**INSTRUCTIONS FOR THE TASK:**
Count the lines in the records that hold the string "points". Only the number should be given.

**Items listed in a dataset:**
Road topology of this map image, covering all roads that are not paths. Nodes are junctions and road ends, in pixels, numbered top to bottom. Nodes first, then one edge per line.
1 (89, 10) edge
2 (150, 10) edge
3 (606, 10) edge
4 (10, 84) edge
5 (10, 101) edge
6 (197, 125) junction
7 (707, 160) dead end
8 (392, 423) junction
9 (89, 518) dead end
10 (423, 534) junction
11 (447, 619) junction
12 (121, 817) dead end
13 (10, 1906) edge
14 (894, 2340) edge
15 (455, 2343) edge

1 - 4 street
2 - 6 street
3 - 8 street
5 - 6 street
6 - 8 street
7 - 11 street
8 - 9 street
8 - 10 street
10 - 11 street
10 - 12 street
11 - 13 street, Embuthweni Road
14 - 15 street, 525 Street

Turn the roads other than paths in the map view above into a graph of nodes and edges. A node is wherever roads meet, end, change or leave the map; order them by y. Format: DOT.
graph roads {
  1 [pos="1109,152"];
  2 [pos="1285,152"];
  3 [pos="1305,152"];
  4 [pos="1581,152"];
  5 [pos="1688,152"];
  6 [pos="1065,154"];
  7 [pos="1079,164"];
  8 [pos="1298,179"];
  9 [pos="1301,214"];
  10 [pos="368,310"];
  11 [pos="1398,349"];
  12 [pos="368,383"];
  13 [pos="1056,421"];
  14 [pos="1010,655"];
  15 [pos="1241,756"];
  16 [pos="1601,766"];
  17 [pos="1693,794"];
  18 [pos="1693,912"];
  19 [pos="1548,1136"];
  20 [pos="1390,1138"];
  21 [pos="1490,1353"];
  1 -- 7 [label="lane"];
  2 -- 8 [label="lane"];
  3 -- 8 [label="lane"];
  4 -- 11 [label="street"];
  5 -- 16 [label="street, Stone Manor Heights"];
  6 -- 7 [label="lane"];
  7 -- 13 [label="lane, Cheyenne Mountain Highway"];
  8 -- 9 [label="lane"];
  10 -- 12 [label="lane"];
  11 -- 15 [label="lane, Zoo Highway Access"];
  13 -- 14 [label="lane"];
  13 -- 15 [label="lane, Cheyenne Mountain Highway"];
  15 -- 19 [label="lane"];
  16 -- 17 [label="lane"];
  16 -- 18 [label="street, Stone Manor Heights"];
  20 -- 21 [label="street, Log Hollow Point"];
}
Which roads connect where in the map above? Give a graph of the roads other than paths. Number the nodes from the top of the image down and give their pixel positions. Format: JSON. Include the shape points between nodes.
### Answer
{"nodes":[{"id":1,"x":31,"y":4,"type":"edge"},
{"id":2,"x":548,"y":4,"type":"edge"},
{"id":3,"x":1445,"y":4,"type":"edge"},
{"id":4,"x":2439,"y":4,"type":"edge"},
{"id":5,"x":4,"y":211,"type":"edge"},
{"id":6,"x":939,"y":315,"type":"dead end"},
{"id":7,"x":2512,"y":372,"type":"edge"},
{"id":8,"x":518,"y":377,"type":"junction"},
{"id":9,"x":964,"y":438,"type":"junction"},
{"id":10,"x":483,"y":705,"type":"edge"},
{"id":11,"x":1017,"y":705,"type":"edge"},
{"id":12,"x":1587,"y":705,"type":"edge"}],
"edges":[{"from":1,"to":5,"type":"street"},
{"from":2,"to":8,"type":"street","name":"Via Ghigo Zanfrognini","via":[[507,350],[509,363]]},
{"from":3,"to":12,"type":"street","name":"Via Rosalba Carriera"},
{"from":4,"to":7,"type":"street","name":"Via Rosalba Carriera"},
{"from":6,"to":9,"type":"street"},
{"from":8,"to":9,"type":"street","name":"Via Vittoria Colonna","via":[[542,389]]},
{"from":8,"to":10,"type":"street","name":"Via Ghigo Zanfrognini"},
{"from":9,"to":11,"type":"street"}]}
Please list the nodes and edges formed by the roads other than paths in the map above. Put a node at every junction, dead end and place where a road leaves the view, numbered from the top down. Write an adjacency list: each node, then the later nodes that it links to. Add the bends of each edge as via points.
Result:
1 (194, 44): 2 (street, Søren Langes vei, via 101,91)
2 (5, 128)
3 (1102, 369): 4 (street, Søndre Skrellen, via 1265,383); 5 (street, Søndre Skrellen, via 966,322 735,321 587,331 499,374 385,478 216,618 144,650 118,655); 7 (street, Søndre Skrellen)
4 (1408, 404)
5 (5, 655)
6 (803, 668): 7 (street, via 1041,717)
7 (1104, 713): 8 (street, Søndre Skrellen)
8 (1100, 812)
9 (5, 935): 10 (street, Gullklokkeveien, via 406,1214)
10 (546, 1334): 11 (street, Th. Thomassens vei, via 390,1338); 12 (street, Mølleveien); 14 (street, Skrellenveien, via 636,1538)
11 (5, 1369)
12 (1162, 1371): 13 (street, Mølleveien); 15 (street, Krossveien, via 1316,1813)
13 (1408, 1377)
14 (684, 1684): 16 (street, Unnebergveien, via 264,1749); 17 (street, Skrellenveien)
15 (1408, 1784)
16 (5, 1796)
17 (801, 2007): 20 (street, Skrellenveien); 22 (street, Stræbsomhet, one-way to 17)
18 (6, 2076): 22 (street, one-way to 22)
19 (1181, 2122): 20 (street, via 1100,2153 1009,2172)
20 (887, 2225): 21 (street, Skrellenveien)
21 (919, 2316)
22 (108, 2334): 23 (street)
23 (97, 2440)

**FINISHED TASK:**
2